Entries provided below:

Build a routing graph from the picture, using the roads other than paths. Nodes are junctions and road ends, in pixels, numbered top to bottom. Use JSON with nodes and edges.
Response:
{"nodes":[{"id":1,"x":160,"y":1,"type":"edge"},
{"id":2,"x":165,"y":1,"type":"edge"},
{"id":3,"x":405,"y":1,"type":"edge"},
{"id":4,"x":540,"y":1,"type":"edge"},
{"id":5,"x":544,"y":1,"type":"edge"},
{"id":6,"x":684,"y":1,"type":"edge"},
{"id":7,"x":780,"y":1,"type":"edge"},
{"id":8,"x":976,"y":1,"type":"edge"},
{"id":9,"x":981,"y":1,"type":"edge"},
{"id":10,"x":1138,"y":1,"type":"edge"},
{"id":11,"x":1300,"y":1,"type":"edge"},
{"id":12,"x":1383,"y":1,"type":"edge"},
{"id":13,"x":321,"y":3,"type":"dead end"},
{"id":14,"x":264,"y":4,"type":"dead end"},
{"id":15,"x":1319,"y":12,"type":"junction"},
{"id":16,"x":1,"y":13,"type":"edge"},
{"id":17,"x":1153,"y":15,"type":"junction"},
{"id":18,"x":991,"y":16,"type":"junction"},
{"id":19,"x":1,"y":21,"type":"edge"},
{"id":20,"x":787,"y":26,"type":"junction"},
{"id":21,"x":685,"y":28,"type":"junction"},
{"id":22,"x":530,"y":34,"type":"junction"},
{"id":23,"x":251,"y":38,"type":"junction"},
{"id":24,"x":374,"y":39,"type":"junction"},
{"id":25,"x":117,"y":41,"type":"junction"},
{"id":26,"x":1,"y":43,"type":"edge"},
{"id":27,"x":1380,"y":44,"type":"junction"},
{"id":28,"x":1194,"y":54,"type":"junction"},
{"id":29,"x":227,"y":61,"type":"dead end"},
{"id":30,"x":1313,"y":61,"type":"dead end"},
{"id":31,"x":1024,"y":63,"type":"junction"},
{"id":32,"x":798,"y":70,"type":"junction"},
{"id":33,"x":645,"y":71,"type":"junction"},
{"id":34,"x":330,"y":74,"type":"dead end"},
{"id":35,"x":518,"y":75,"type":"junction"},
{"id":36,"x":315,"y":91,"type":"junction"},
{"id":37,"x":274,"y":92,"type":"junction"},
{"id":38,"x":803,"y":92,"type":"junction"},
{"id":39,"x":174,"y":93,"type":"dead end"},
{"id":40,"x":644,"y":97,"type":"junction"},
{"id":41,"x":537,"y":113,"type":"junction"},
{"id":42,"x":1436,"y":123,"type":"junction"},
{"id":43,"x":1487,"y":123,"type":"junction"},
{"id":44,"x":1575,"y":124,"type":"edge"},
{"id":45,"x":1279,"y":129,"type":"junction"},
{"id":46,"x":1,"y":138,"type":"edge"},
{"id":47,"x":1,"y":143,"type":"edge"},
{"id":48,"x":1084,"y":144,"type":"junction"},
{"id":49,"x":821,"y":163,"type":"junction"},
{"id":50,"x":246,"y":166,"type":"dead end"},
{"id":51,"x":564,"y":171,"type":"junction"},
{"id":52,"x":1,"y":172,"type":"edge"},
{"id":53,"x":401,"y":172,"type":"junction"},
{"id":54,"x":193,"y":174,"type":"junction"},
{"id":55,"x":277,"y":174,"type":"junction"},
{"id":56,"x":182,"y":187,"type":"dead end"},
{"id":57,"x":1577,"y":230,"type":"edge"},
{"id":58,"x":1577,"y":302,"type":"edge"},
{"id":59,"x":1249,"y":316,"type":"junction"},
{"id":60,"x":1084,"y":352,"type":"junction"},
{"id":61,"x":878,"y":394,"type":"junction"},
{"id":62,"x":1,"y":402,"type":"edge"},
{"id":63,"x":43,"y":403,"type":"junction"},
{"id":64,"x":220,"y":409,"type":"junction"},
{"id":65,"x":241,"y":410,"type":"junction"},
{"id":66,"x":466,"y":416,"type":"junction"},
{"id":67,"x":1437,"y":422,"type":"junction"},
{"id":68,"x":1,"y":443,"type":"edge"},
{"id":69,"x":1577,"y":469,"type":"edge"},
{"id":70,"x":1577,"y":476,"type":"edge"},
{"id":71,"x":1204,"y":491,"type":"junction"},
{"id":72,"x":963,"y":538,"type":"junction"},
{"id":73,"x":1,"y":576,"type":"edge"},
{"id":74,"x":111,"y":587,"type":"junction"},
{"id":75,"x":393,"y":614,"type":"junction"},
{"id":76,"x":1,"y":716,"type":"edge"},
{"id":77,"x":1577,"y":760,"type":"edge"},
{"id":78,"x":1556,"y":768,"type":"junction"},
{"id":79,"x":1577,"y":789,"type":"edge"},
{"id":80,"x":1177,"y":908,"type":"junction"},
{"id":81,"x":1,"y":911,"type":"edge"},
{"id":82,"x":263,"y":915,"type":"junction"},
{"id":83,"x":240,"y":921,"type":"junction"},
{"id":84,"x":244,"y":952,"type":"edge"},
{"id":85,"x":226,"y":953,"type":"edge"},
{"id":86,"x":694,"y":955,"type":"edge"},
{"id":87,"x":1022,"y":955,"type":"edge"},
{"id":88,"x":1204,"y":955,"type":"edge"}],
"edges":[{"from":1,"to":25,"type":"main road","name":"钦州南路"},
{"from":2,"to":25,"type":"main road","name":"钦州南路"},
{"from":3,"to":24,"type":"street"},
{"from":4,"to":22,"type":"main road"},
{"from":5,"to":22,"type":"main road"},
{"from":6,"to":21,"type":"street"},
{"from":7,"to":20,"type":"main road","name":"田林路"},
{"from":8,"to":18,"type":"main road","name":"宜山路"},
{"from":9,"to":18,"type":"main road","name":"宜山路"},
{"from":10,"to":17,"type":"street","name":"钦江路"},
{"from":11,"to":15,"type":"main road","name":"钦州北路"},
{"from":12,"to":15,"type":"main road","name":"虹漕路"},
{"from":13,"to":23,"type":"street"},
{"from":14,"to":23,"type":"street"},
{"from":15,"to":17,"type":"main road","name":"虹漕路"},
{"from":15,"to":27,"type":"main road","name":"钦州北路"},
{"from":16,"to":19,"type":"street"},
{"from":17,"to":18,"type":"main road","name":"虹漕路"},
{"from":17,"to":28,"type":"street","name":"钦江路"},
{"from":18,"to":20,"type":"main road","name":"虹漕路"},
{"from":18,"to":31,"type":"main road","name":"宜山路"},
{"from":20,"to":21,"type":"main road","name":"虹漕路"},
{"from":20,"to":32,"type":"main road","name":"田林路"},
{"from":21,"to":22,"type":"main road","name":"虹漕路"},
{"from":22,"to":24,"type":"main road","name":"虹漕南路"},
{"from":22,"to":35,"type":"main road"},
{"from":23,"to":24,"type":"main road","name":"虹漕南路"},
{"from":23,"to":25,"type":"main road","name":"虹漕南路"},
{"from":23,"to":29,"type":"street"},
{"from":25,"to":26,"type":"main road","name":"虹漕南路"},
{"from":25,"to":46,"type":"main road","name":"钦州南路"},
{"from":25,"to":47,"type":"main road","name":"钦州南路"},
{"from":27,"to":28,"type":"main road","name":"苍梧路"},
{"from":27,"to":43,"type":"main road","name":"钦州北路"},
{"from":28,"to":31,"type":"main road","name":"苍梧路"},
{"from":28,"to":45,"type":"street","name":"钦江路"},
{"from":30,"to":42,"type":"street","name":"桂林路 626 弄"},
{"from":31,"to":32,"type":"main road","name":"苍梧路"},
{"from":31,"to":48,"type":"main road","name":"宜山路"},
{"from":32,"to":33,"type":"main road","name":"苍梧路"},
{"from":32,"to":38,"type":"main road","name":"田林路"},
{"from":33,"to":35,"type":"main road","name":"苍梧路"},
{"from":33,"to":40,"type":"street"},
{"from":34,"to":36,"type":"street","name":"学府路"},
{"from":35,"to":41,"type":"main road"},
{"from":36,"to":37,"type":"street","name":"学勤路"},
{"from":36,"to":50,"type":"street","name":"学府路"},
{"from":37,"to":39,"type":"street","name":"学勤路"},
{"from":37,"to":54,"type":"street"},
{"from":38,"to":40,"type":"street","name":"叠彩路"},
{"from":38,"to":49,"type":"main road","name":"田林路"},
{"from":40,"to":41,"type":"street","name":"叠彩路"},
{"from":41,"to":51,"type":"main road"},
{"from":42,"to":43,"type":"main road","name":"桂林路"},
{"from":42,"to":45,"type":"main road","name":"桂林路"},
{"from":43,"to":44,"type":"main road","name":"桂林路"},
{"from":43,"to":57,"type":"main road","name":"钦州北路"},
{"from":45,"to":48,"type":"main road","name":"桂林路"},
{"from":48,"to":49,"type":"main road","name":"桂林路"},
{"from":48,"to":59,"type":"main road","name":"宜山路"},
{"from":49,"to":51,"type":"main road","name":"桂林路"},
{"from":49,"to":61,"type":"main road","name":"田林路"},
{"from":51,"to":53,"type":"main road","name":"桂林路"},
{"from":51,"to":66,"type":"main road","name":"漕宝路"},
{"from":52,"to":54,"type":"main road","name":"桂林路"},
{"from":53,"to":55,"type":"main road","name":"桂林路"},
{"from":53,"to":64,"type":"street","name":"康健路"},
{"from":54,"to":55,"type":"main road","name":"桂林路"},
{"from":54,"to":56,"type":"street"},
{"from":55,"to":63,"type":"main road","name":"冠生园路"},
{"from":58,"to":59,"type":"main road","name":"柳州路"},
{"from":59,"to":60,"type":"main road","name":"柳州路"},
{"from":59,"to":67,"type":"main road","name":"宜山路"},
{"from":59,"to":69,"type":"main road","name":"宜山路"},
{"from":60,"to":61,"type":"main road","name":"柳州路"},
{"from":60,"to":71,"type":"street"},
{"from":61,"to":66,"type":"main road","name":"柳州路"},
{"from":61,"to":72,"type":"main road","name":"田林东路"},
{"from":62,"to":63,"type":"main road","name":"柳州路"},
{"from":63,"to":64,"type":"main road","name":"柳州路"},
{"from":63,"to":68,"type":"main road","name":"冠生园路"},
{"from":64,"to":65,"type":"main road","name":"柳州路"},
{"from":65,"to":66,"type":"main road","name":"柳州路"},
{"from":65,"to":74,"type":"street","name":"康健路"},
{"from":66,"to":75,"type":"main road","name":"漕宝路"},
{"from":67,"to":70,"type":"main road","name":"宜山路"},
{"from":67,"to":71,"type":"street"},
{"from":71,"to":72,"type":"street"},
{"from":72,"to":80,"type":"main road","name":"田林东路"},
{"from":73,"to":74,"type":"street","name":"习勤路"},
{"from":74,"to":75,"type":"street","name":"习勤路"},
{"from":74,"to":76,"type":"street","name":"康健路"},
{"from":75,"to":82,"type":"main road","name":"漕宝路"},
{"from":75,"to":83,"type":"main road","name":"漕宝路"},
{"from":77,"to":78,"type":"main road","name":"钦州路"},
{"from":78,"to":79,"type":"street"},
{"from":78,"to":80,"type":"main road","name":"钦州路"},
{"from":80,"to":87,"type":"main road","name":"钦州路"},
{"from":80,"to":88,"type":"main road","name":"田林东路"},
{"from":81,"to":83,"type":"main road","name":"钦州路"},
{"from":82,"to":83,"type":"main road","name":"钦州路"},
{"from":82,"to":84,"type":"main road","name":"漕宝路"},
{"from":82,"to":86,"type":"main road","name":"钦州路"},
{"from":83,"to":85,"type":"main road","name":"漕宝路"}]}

End of Entries provided.

* Problem statement:
Pull out all lines from the entries above that include the word "田林东路".

* Task result:
{"from":61,"to":72,"type":"main road","name":"田林东路"},
{"from":72,"to":80,"type":"main road","name":"田林东路"},
{"from":80,"to":88,"type":"main road","name":"田林东路"},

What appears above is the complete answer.